Передовица выпуска от 5 декабря 1920 г., почти целиком посвященного мемориальным мероприятиям, связанным с перезахоронением останков казненных белыми партизан и подпольщиков открывалась статьей «Белый и красный террор». Ее автор, некто М.Марголин, оправдывал деятельность ЧК и особых отделов, доказывая необходимость жесткой борьбы со всеми противниками советской власти:

«Буржуазия, а за ней в припляску меньшевики и эсеры всех государств и всех народов захлебываются в своих измышлениях о «зверствах» наших чрез­вычаек о «насилиях», творимых боль­шевиками.

Но ни единым словом не обмолвились эти борзописцы, эти продажные лакеи капитала о том, что творится в царствах Врангеля и Деникина, где разгулявшаяся, рассвирепевшая буржуазия творит суд и расправу над про­летариатом.

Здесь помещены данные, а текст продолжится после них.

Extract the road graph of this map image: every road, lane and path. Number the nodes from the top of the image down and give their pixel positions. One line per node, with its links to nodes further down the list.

Сегодняшний день, день похорон жертв контрреволюции, раскроет, наконец, перед всеми рабочими Симферопо­ля и всего Крыма тайны буржуазных контрразведок.

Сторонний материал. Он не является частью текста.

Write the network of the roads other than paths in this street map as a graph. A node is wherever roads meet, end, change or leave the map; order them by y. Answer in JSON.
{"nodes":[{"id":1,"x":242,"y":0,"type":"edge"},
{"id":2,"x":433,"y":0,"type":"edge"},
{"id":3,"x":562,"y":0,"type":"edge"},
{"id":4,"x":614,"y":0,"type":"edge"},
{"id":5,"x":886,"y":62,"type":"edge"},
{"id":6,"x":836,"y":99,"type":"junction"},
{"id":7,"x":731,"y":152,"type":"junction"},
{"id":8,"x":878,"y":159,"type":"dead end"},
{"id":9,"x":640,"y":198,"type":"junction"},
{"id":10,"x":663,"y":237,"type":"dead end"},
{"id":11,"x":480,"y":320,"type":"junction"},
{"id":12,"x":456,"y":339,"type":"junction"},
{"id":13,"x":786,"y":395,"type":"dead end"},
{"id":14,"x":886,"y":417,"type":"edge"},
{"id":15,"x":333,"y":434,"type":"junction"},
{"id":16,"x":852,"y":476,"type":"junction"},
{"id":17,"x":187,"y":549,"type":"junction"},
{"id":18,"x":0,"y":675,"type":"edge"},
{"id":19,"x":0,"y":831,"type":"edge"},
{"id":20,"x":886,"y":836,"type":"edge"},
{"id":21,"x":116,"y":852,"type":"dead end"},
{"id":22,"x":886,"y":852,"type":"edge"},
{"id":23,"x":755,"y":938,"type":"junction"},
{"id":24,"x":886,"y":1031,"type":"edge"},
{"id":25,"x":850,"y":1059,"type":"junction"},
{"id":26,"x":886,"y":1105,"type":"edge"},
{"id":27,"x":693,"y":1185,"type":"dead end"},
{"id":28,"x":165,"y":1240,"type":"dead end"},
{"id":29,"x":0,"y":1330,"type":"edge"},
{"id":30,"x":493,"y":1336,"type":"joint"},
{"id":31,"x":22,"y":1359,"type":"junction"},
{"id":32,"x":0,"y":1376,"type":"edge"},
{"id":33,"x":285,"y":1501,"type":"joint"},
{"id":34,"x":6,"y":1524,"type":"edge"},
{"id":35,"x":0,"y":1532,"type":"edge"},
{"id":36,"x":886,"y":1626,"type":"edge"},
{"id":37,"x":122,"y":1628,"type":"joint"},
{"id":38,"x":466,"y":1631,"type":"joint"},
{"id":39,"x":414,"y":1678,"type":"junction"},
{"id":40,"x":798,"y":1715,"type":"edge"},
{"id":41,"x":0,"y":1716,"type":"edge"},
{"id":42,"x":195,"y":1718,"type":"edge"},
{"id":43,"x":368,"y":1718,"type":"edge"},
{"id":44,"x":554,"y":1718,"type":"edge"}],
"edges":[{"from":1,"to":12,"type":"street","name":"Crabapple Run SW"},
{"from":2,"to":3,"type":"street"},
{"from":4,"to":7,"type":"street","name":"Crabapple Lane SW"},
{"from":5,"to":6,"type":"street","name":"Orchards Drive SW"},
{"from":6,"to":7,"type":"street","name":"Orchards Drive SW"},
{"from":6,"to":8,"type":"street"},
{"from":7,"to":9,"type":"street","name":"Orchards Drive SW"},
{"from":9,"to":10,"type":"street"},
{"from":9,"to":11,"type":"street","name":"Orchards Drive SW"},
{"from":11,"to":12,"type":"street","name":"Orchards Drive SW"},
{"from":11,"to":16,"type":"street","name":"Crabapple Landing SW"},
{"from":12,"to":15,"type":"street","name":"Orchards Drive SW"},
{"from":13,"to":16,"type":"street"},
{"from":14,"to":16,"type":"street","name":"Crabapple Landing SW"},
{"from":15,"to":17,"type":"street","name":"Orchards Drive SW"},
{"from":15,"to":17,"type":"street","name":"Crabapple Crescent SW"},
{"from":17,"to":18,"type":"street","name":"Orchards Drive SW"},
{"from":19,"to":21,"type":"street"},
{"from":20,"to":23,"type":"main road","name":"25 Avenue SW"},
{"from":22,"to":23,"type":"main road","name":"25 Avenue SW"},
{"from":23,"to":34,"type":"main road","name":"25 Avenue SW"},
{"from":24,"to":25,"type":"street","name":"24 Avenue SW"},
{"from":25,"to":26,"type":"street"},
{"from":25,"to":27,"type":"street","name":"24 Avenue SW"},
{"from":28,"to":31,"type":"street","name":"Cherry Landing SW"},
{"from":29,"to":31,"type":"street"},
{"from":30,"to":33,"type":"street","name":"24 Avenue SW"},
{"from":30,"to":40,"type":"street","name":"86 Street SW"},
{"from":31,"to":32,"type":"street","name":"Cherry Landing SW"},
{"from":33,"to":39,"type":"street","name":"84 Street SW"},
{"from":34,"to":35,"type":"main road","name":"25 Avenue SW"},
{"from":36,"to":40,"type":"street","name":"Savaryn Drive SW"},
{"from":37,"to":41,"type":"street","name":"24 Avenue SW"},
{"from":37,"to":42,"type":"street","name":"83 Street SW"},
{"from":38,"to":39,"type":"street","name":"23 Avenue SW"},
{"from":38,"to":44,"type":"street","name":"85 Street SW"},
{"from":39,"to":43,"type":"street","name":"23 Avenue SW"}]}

Кто наши покойники? Кого мы хо­роним сегодня?

Вчитайтесь, товарищи рабочие, в имена и фамилии усопших, откройте покрывало и всмотритесь в эти изуродованные лица растерзанных, замученных трупов.

Чего отшатнулись?

Узнали своих?

Да, это ваши старые знакомые, это ваши по плоти и крови, по нужде, по борьбе и труду.

За что вырвали из ваших рядов, за что их убили?

За то, что в то время, когда рабочее движение, руководимое меньшевиками, похоронили на кладбище, они не молчали, они не стали рабами.

За то, что это время, когда <…> другие вели торг с буржуазией, сидели за одним столом с пьяными генералами, обещая им держать рабочих на привязи, они не пресмыкались перед вре­менно восторжествовавшей контрреволюцией.

Воспитанные в горниле рабочей революции, выкованные стальной коммунистической партией, они, рабочие-коммунисты, остались свободными, гордыми, смелыми, до последней минуты преданными великой идее освобождения пролетариата.

Не боясь ни смерти, ни пыток, смело бросали они вызов буржуазии. Своей не­устанной подпольной работой, организацией рабочих масс, терроризированием всего врангелевского тыла, они, неустра­шимые бойцы революции, дополняли ге­ройскую борьбу Красной Армии. Вырывая из-под ног буржуазии камень за камнем, они приближали день победы пролетариата.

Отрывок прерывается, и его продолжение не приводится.